A Look At Ryan O’Hara: Topps Gets A Social Media Upgrade

Yesterday, Topps announced that Ryan O’Hara would become its new CEO.  Departing is Scott Silverstein who has been with Topps since 1993 and will stay on the Topps board.

O’Hara holds a BA in Economics from Stanford University and a Masters of Business Administration from the Harvard Business School.  This guy has spent so much time in school, he probably hasn’t opened a single pack of trading cards in his life…… just joking 🙂  O’Hara is coming over from TV Guide and TVGuide.com and in the past has worked for Nestle and Fox Sports.  Having worked for Nestle could possibly help Topps out with their candy business and working for Fox Sports means that he’s not totally lost when it comes to sports.

One area that I’d like to see O’Hara succeed in at Topps is their social media division.  O’Hara is one person that truly embraces social media and marketing.  This is one place that Topps drastically needs to make some improvements in.  Topps does send some products out to a few websites other than Beckett, but other than that, they really fall short of what some of the other manufacturers are doing.  They do have Topps Town and that iPhone card flipping app, but other than a few Tweets every now and then they don’t do anything too spectacular.  Don’t even get me started on the augmented reality stuff your suppose to do with a webcam.

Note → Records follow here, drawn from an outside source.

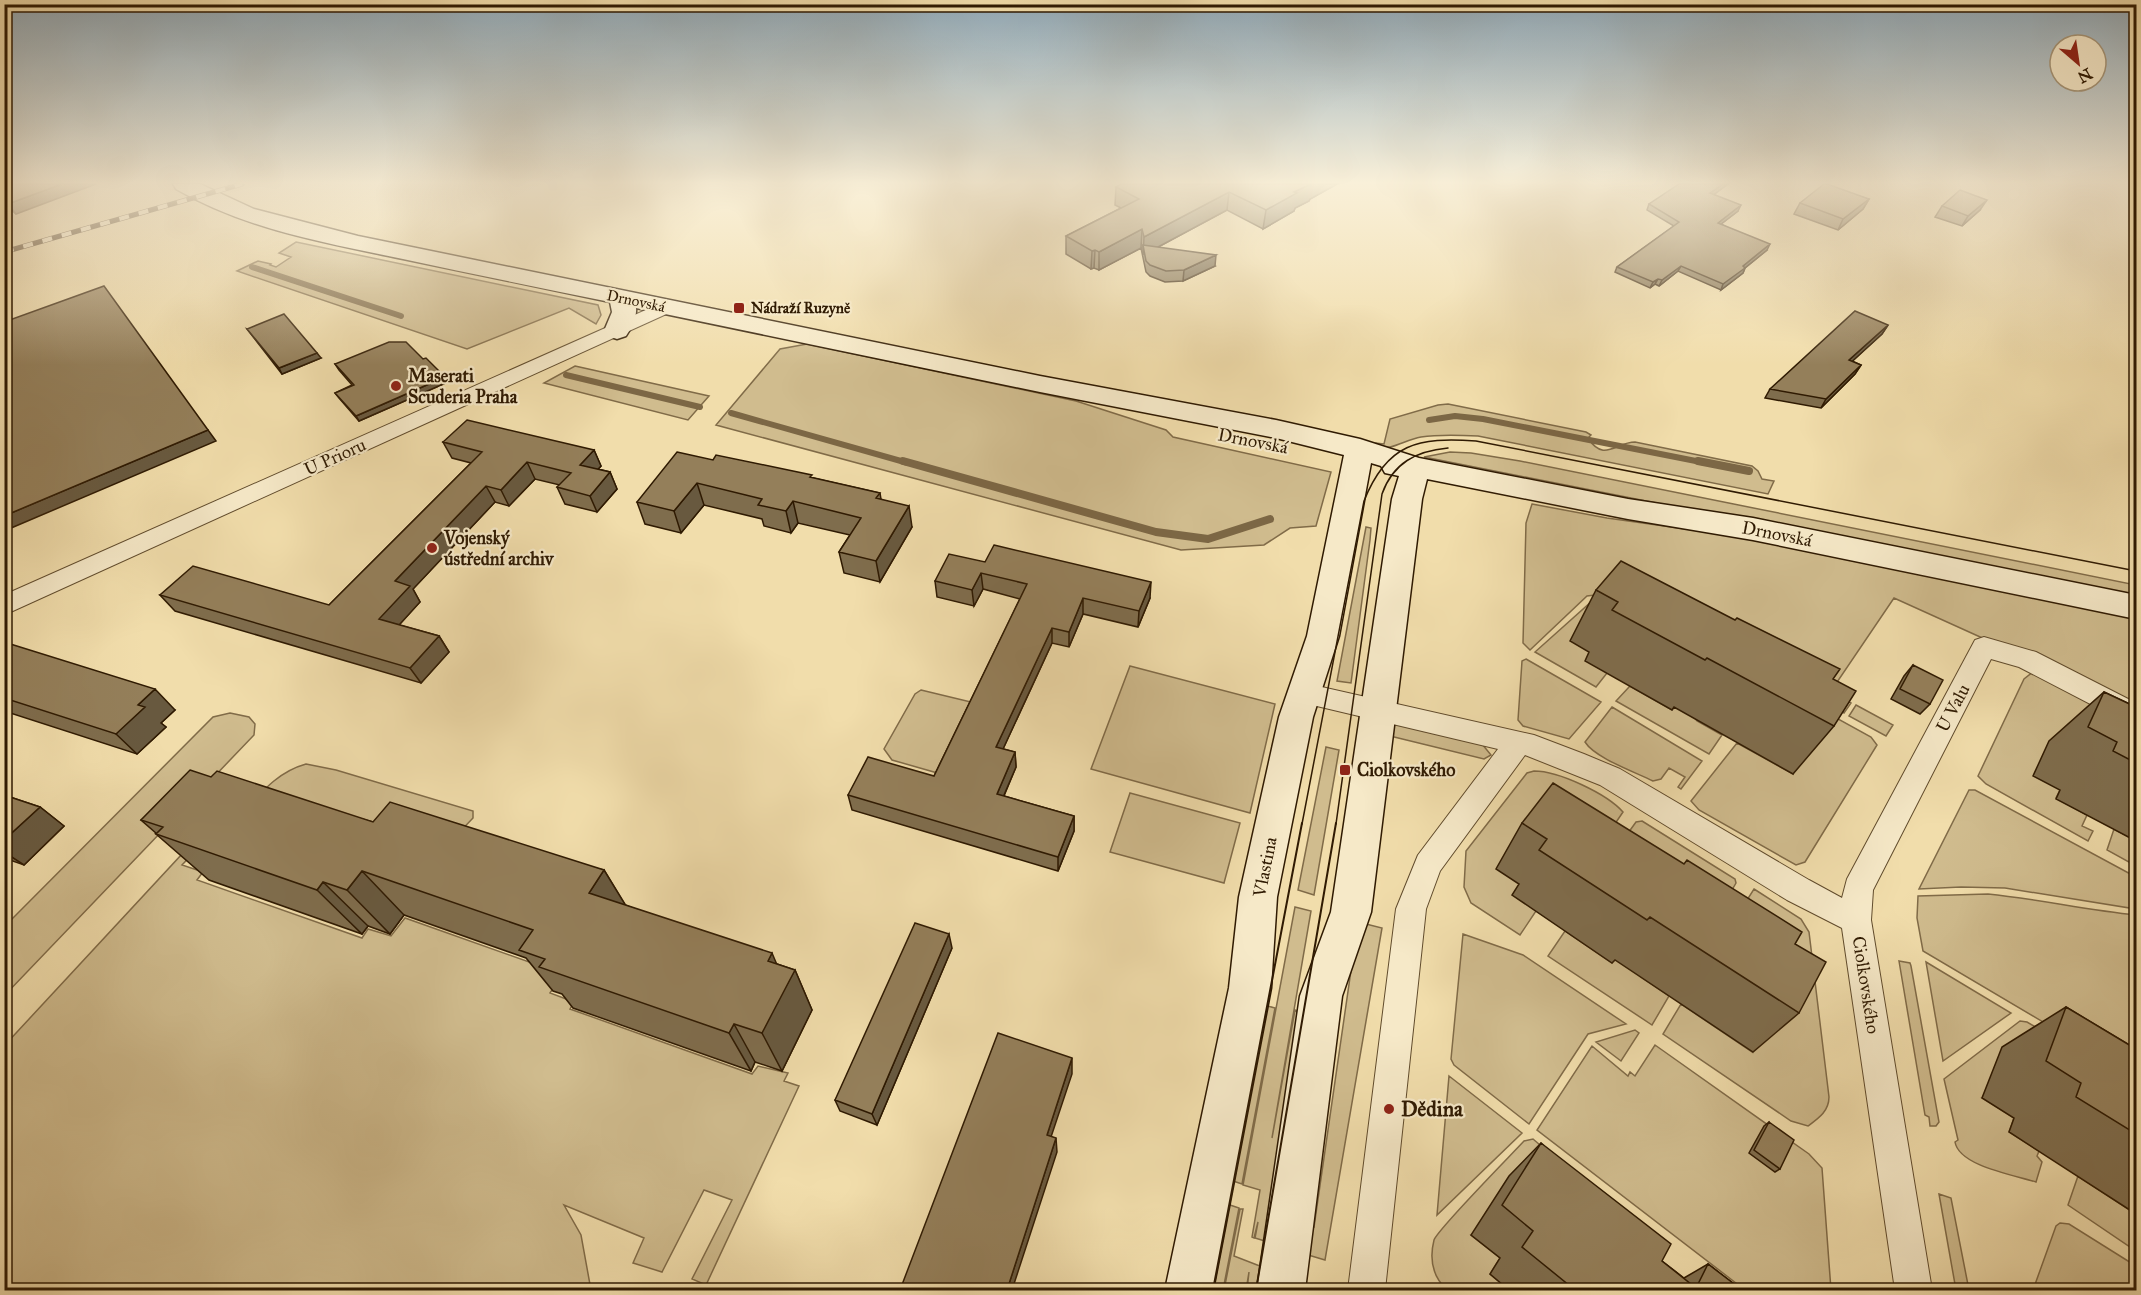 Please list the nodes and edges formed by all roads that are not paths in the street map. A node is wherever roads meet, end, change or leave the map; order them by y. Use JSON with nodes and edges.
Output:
{"nodes":[{"id":1,"x":369,"y":244,"type":"edge"},
{"id":2,"x":621,"y":298,"type":"junction"},
{"id":3,"x":666,"y":307,"type":"junction"},
{"id":4,"x":617,"y":331,"type":"junction"},
{"id":5,"x":1358,"y":455,"type":"junction"},
{"id":6,"x":1416,"y":467,"type":"junction"},
{"id":7,"x":4,"y":606,"type":"edge"},
{"id":8,"x":2136,"y":607,"type":"edge"},
{"id":9,"x":1304,"y":693,"type":"junction"},
{"id":10,"x":1380,"y":711,"type":"junction"},
{"id":11,"x":2136,"y":715,"type":"edge"},
{"id":12,"x":1518,"y":743,"type":"junction"},
{"id":13,"x":1856,"y":920,"type":"junction"},
{"id":14,"x":1189,"y":1290,"type":"edge"},
{"id":15,"x":1281,"y":1290,"type":"edge"},
{"id":16,"x":1366,"y":1290,"type":"edge"},
{"id":17,"x":1914,"y":1290,"type":"edge"}],
"edges":[{"from":1,"to":2,"type":"main road","name":"Drnovská"},
{"from":2,"to":3,"type":"main road","name":"Drnovská"},
{"from":2,"to":4,"type":"main road"},
{"from":3,"to":4,"type":"street","name":"U Prioru"},
{"from":3,"to":5,"type":"main road","name":"Drnovská"},
{"from":4,"to":7,"type":"street","name":"U Prioru"},
{"from":5,"to":6,"type":"main road","name":"Drnovská"},
{"from":5,"to":9,"type":"main road","name":"Vlastina"},
{"from":6,"to":8,"type":"main road","name":"Drnovská"},
{"from":6,"to":10,"type":"main road"},
{"from":9,"to":10,"type":"street","name":"Ciolkovského"},
{"from":9,"to":14,"type":"main road","name":"Vlastina"},
{"from":10,"to":12,"type":"street","name":"Ciolkovského"},
{"from":10,"to":15,"type":"main road"},
{"from":11,"to":13,"type":"street","name":"U Valu"},
{"from":12,"to":13,"type":"street","name":"Ciolkovského"},
{"from":12,"to":16,"type":"street"},
{"from":13,"to":17,"type":"street","name":"Ciolkovského"}]} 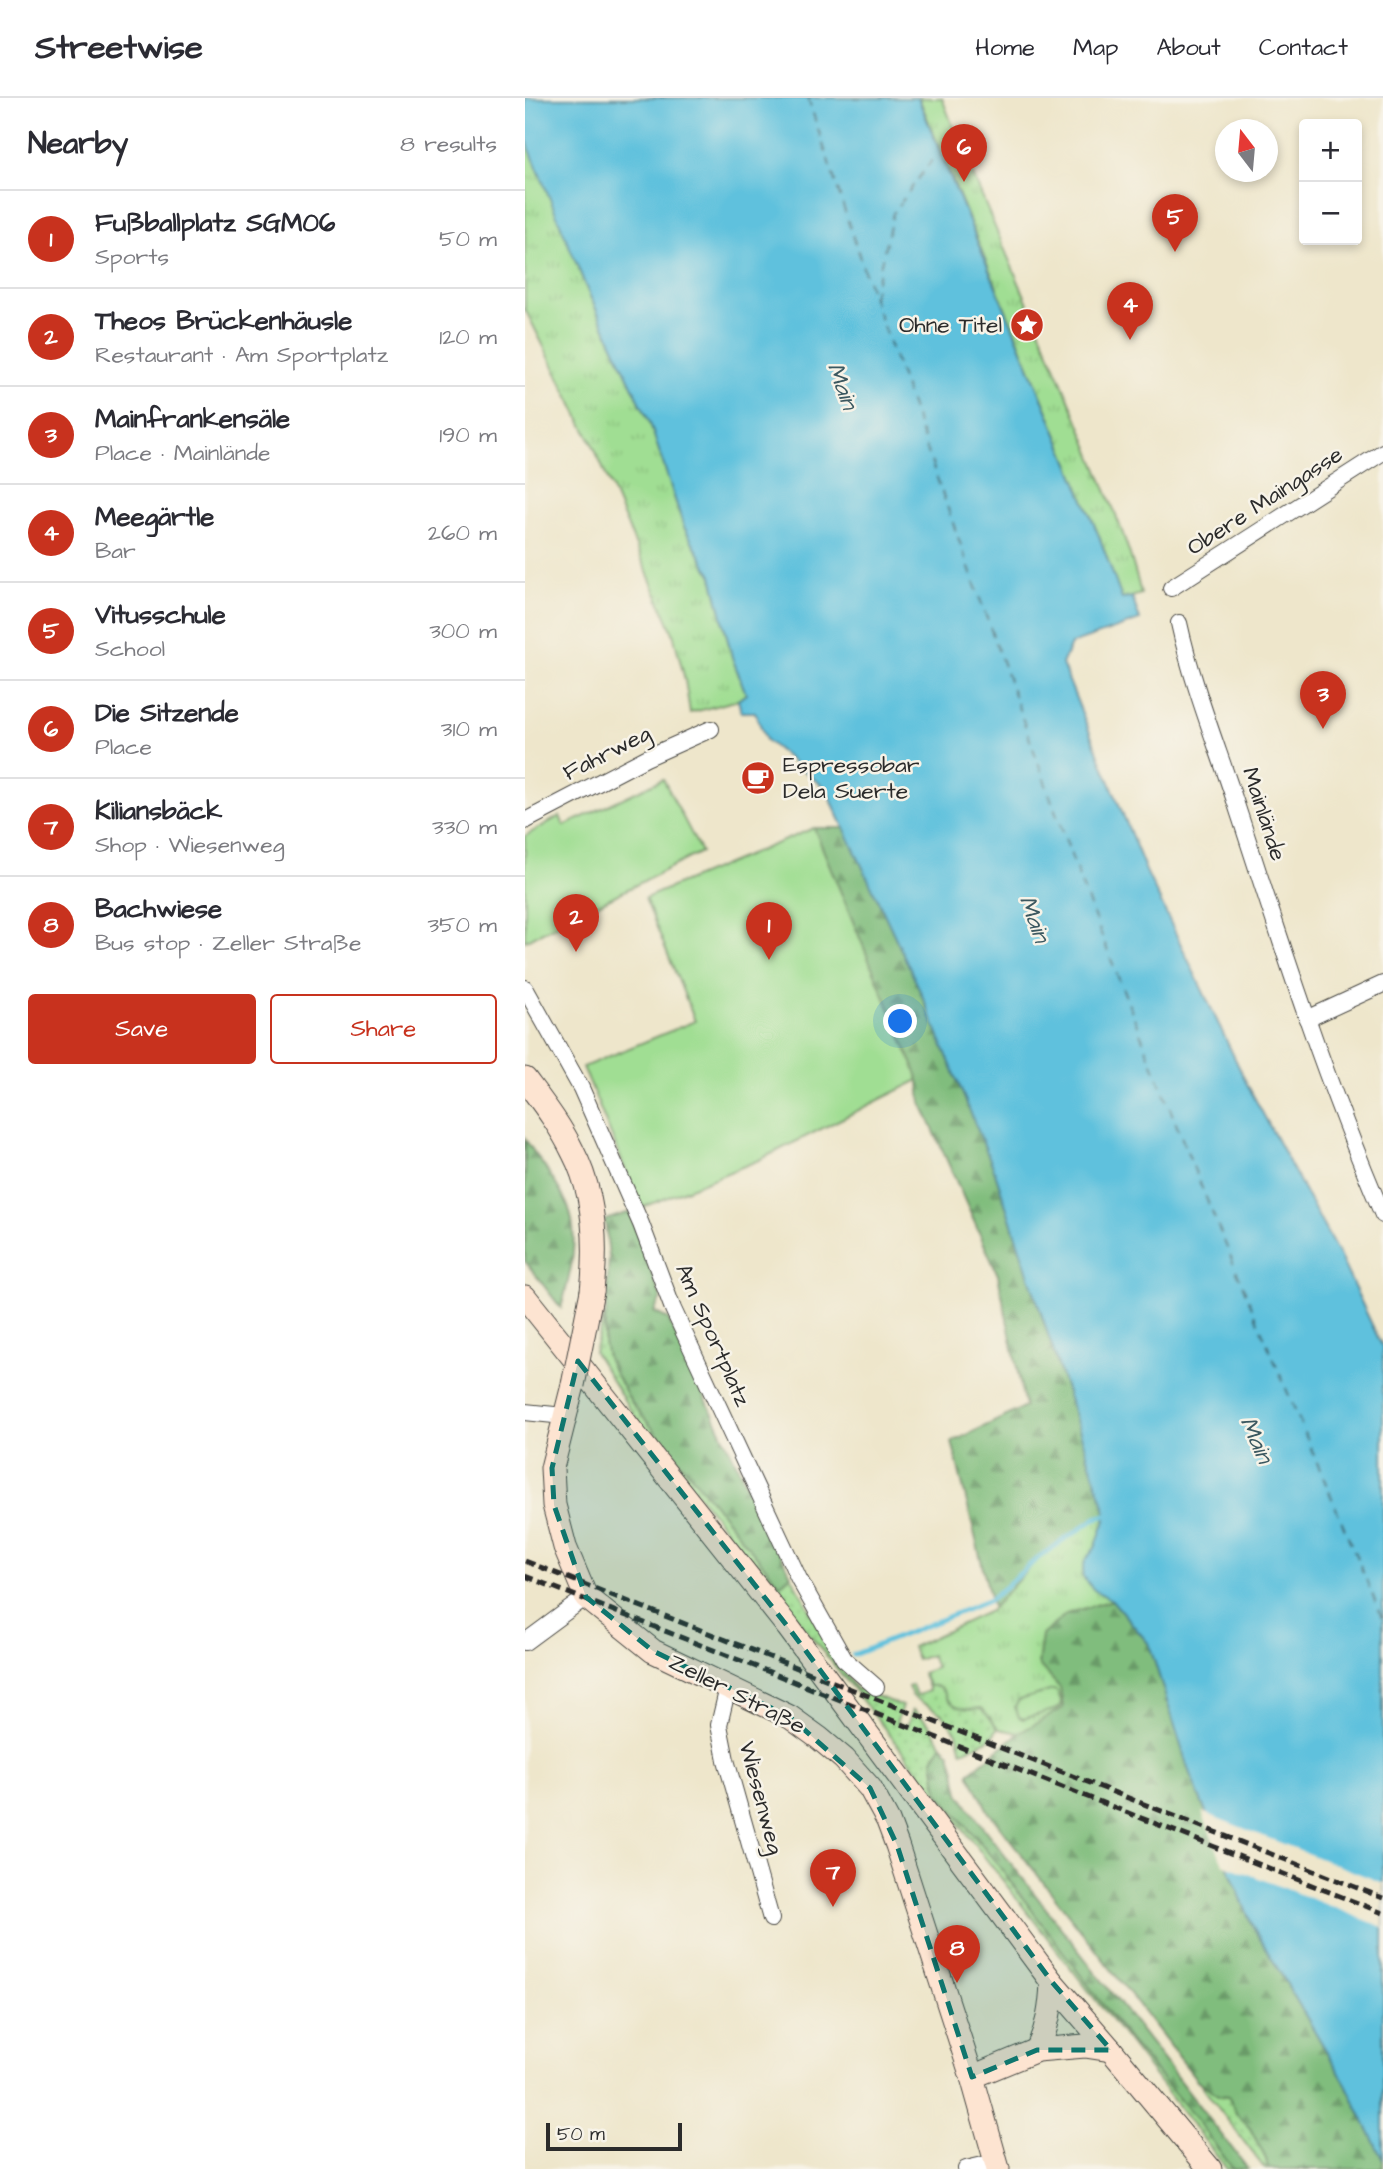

On March 1, O’Hara will start as the CEO of Topps, and it will be interesting to see what changes he can bring with him.

What type of changes would you like to see at Topps?  For one thing, cover up the redemption codes so people can’t use them and then place the redemptions up for sale!


5 Responses

  1. The embrace of social media marketing starts at the top. It would be great to see them do more. Heck, I’d like to see a CEO blog!

  2. I’d like to see Topps re-earn the trust of the collector. That hasn’t happened yet. For me, he can start with a coherent base set. What is it?…a chronicle of the season just completed?…or a preview of the season to come? If it’s the former (my preference), retire the air-brush and release the baseball set (all at once) around Thanksgiving; then follow up with an update set around opening day, and another one in August. If it’s the latter, get it right. Fill Series 1 with players under contract, and push all free agents to Series 2. If someone from Series 1 gets traded, give them another card in Series 2.

    Next…get back in all four major sports. Realize that ‘exclusive’ deals with leagues, players, etc., are not only bad for the collector; they’re bad for the companies as well. It equates to fear of competition. Success comes from good products, good distribution, and good prices, not from exclusivity.

    Finally, pronounce Topps to be ‘gimmick-free’ under your watch. No more intentional ‘errors’, no more ‘props’ in the stands, etc. Oh…and cut the number of inserts by a factor of ten.

  3. I have sent 2 emails regarding the poor quality of the 2010 Bowman Chrome. Some of these cards are cloudy, scratched and just represent quality control that is done by I don’t know by what means. I paid very good money for a case I bought and I feel the response that I got back from my emails was just a standard reply. Time wasn’t even taken to read my message or there wouldn’t have been any reply. I just wanted a “higher up” to take to heart the problems that myself and about 20 other dealers felt at a Dayton, Ohio show last weekend. I included my ph# on my email, but I am sure that I won’t hear from anyone.

    David Thomas

  4. Bring back wax packs with the stick of gum. I don’t collect cards, but remember when I did (’84-’91). Nostalgia… I’d rather buy wax packs for my son when he gets to be old enough to get into collecting. Hopefully Topps will make them.